» DATA FOR ANALYSIS
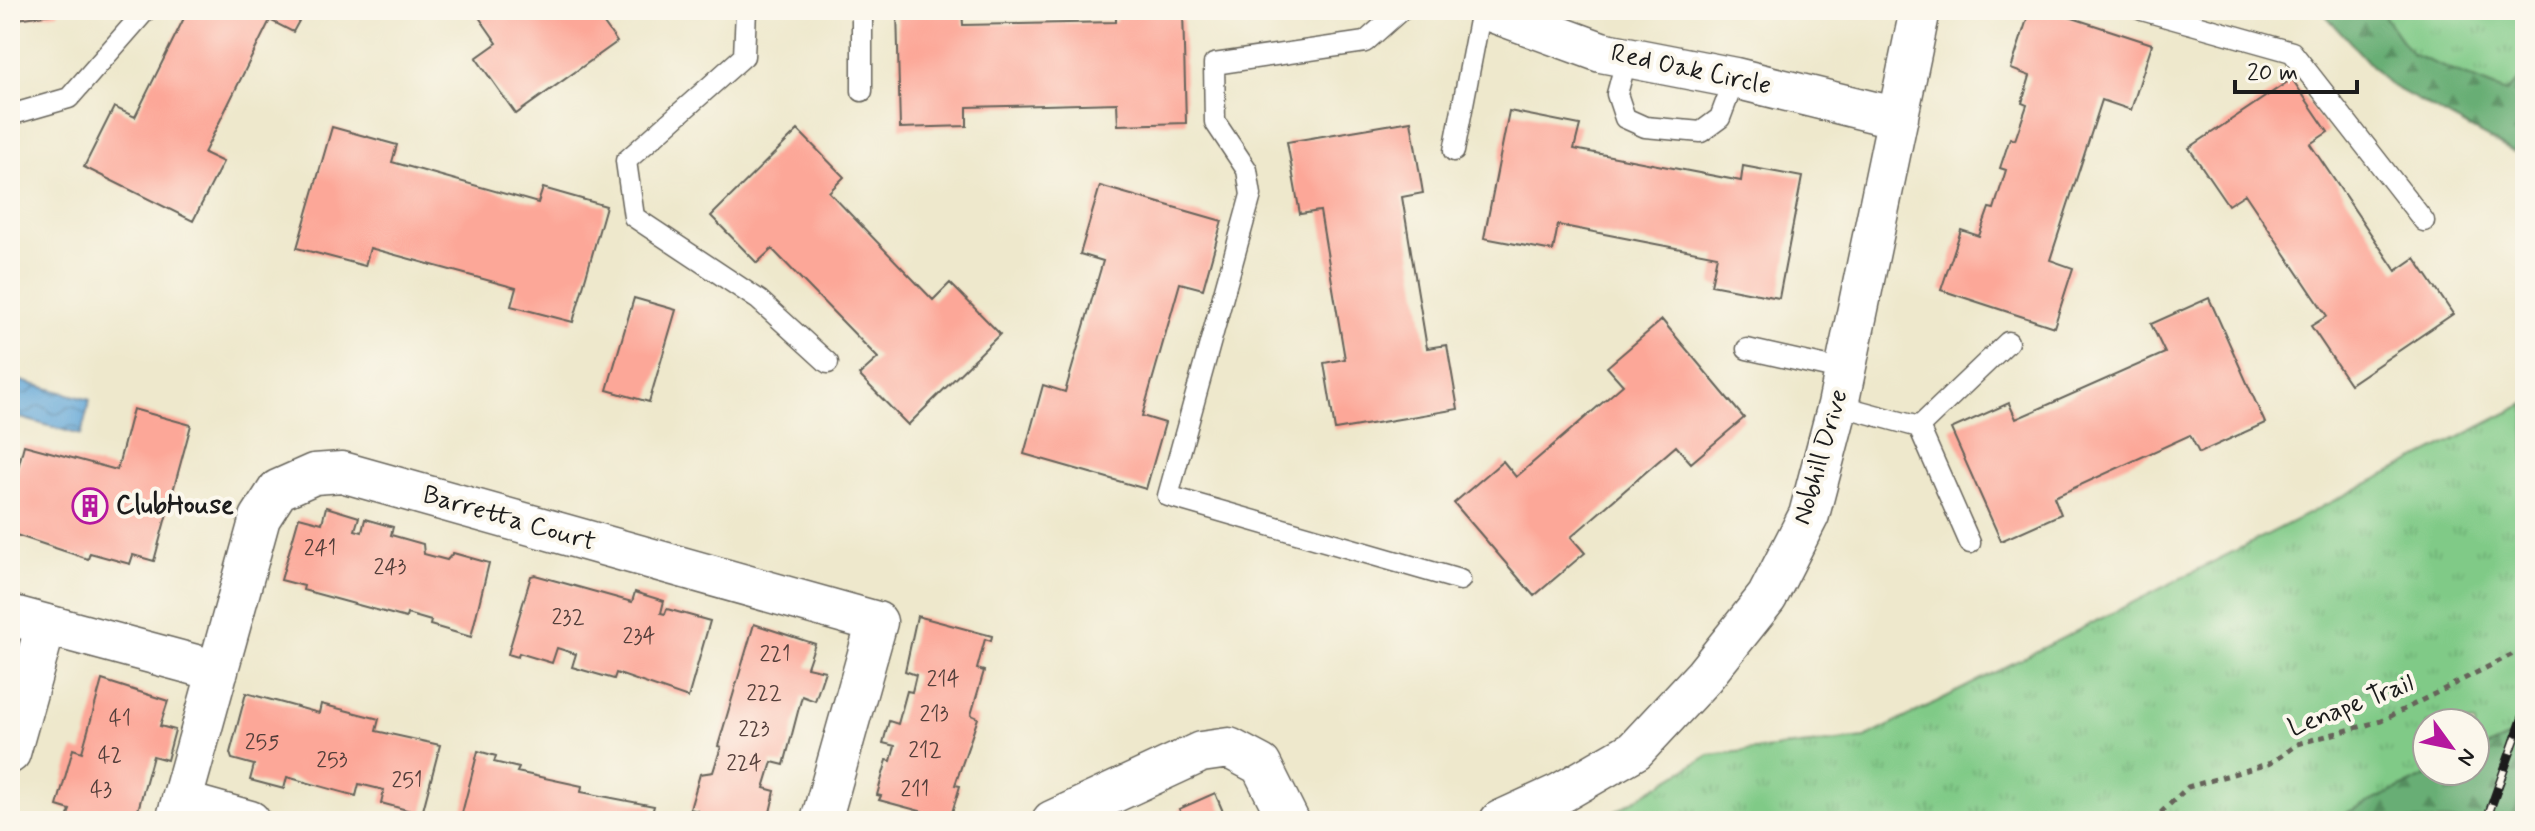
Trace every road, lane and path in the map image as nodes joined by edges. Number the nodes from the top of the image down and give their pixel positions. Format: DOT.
---
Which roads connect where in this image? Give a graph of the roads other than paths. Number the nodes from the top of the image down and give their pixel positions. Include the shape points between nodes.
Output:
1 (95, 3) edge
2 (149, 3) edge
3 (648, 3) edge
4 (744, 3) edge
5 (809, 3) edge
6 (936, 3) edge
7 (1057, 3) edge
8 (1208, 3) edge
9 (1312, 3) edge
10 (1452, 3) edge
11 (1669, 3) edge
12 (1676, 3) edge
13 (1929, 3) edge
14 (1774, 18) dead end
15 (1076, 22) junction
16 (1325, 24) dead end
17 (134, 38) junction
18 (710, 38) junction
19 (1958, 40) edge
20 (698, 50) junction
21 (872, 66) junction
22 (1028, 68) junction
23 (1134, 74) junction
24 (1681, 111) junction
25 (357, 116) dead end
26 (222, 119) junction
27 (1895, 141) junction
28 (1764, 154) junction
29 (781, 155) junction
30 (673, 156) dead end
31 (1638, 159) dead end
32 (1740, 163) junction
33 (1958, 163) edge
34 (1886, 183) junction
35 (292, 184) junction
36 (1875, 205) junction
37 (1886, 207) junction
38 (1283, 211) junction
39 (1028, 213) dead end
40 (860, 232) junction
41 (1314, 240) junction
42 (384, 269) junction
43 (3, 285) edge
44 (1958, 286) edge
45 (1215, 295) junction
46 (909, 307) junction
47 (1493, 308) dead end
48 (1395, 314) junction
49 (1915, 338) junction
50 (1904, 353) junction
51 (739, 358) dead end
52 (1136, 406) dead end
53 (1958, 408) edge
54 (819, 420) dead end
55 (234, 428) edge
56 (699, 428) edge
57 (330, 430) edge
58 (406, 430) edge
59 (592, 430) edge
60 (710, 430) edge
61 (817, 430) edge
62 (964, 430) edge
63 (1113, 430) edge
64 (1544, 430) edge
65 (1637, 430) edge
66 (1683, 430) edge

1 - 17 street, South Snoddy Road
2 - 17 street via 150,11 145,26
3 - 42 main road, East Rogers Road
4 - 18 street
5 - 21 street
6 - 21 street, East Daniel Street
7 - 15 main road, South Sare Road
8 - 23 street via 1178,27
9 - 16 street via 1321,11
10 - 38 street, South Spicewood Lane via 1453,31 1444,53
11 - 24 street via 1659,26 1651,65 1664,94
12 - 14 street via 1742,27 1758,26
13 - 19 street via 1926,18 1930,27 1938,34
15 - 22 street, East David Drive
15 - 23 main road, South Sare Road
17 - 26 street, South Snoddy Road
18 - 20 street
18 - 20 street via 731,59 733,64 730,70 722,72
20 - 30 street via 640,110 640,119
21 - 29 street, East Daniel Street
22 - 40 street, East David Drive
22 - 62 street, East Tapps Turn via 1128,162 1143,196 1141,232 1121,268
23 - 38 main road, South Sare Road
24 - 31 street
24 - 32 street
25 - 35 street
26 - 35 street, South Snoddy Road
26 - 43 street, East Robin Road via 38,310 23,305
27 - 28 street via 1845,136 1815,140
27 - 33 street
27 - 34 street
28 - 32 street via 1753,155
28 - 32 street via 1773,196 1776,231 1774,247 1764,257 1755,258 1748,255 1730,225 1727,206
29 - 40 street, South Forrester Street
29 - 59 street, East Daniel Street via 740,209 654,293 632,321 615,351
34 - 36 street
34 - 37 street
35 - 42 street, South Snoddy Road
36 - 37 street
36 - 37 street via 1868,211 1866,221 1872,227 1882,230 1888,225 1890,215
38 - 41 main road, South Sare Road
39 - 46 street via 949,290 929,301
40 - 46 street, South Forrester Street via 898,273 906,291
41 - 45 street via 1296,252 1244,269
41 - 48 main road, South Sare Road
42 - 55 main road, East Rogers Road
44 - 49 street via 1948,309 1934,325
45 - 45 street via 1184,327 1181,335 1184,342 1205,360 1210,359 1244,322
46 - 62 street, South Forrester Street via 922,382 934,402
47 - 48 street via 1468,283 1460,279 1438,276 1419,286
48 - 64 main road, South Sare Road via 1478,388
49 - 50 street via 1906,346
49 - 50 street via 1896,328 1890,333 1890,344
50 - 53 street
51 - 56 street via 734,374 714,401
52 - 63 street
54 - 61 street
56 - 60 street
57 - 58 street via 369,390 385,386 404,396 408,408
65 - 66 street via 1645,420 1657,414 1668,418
---
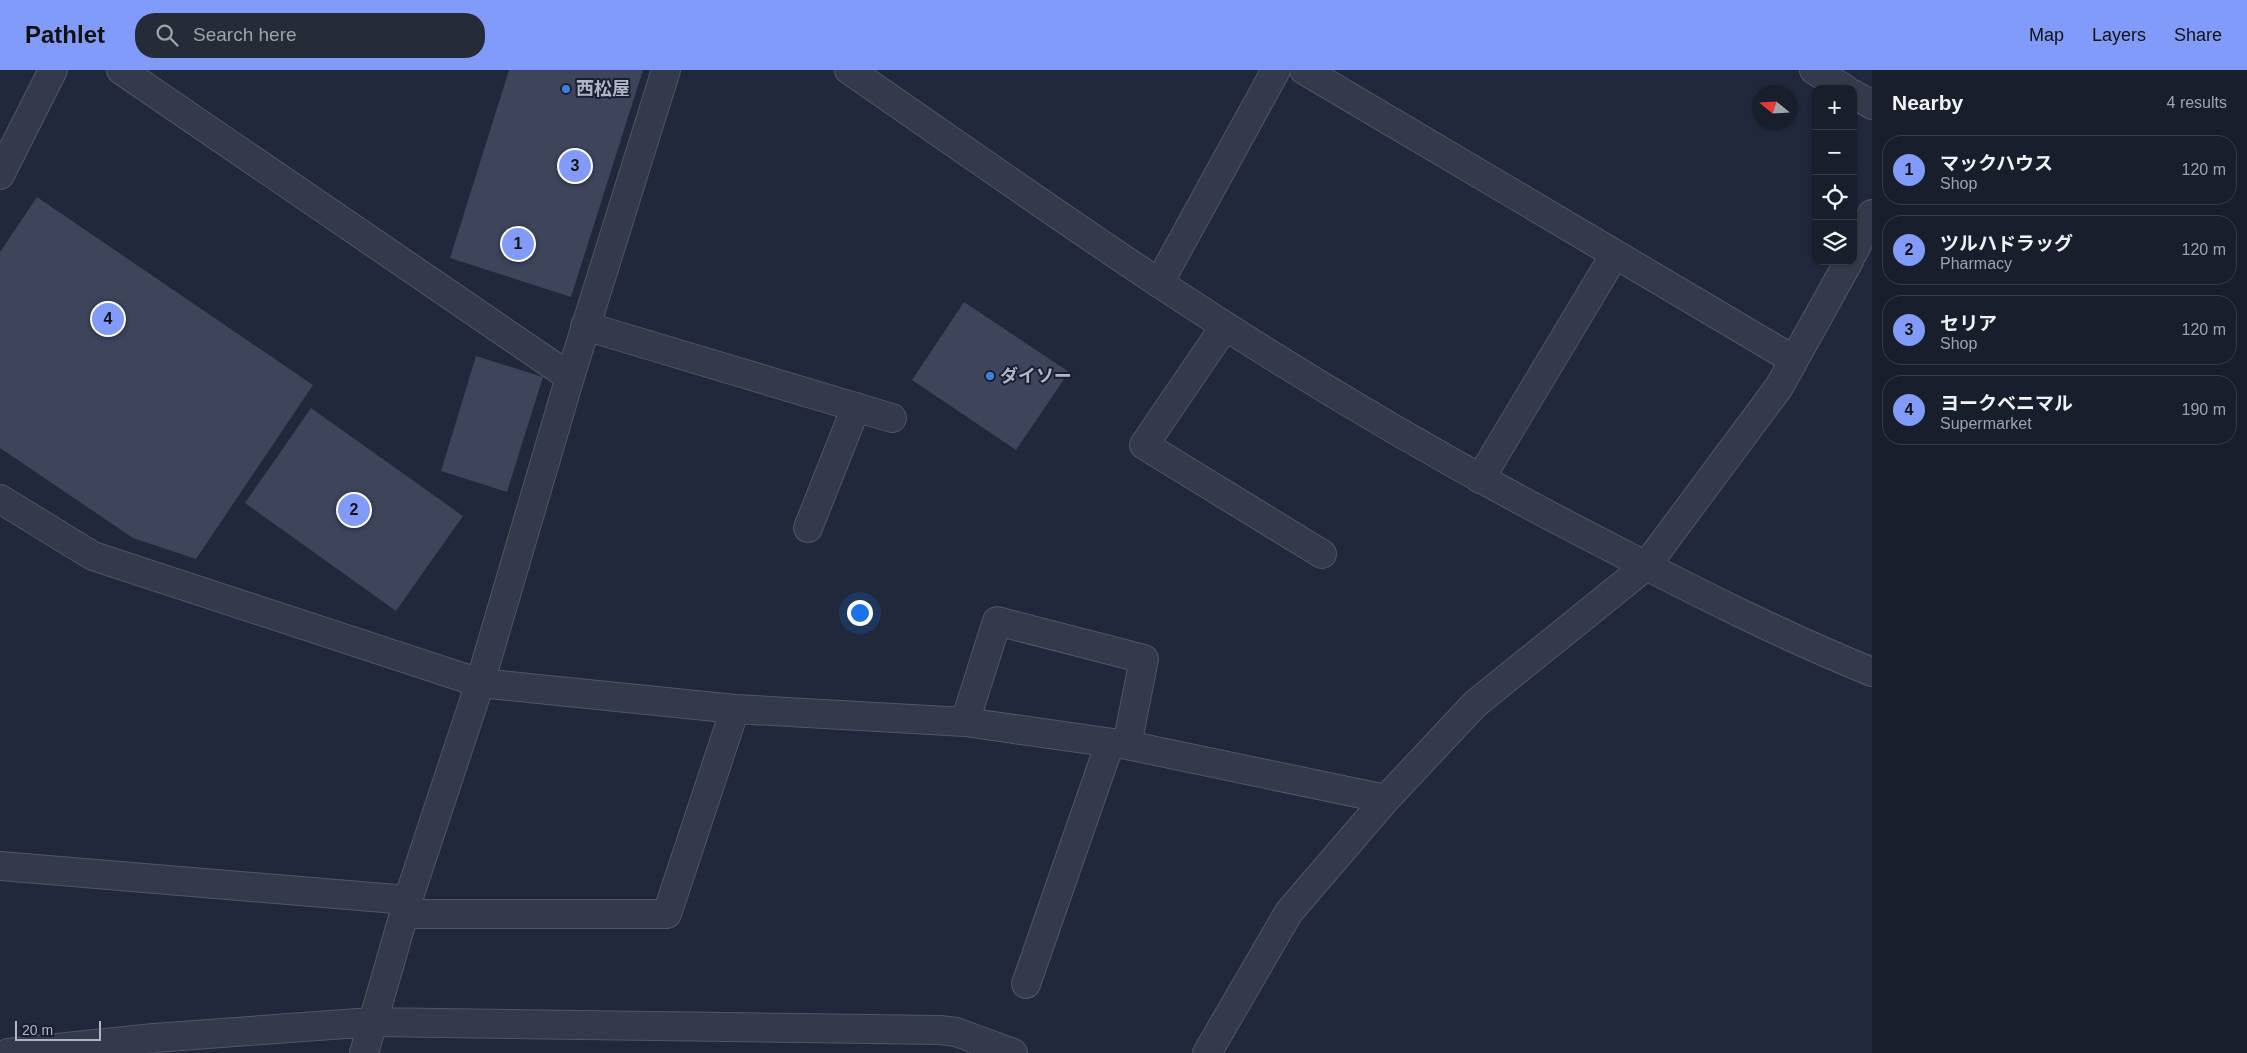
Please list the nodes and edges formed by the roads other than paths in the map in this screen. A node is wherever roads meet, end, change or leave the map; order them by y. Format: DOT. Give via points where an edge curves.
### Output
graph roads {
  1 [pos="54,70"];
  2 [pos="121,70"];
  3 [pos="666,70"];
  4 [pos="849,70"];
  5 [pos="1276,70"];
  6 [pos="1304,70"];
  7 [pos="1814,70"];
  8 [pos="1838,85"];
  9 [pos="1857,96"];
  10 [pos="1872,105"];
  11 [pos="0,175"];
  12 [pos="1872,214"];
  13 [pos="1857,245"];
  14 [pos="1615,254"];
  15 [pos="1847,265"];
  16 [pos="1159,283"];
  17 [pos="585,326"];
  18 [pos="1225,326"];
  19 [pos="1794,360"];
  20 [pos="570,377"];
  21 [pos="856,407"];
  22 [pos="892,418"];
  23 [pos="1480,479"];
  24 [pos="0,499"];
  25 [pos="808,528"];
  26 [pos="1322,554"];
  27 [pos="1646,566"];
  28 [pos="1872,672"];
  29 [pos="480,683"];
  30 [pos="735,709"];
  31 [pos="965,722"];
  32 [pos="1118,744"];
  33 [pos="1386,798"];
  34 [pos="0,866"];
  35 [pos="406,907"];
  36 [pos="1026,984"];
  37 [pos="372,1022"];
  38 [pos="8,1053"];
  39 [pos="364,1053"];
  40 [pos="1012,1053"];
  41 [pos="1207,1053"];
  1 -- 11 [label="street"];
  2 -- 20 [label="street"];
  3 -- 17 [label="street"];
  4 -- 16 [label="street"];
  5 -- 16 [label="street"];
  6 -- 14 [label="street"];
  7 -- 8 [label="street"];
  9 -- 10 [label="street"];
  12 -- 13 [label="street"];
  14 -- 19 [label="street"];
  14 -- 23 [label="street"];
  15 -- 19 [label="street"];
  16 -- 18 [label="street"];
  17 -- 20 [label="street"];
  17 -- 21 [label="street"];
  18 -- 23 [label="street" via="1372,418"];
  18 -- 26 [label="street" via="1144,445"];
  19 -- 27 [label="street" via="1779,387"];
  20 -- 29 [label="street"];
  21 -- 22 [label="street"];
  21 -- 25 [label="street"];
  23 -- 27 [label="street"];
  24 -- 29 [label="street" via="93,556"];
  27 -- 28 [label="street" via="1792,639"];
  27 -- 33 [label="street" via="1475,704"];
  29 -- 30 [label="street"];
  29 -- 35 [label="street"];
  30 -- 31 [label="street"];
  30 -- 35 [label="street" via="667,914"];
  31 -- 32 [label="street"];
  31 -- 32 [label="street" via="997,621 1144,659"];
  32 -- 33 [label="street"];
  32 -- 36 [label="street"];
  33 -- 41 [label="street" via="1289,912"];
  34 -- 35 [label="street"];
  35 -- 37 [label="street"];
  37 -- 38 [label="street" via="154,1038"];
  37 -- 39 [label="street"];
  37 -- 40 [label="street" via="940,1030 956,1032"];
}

» WHAT IS REQUIRED
Search the records above for the string "pixel". Copy every line that contains it.

» EXERCISE RESULT
Trace every road, lane and path in the map image as nodes joined by edges. Number the nodes from the top of the image down and give their pixel positions. Format: DOT.
Which roads connect where in this image? Give a graph of the roads other than paths. Number the nodes from the top of the image down and give their pixel positions. Include the shape points between nodes.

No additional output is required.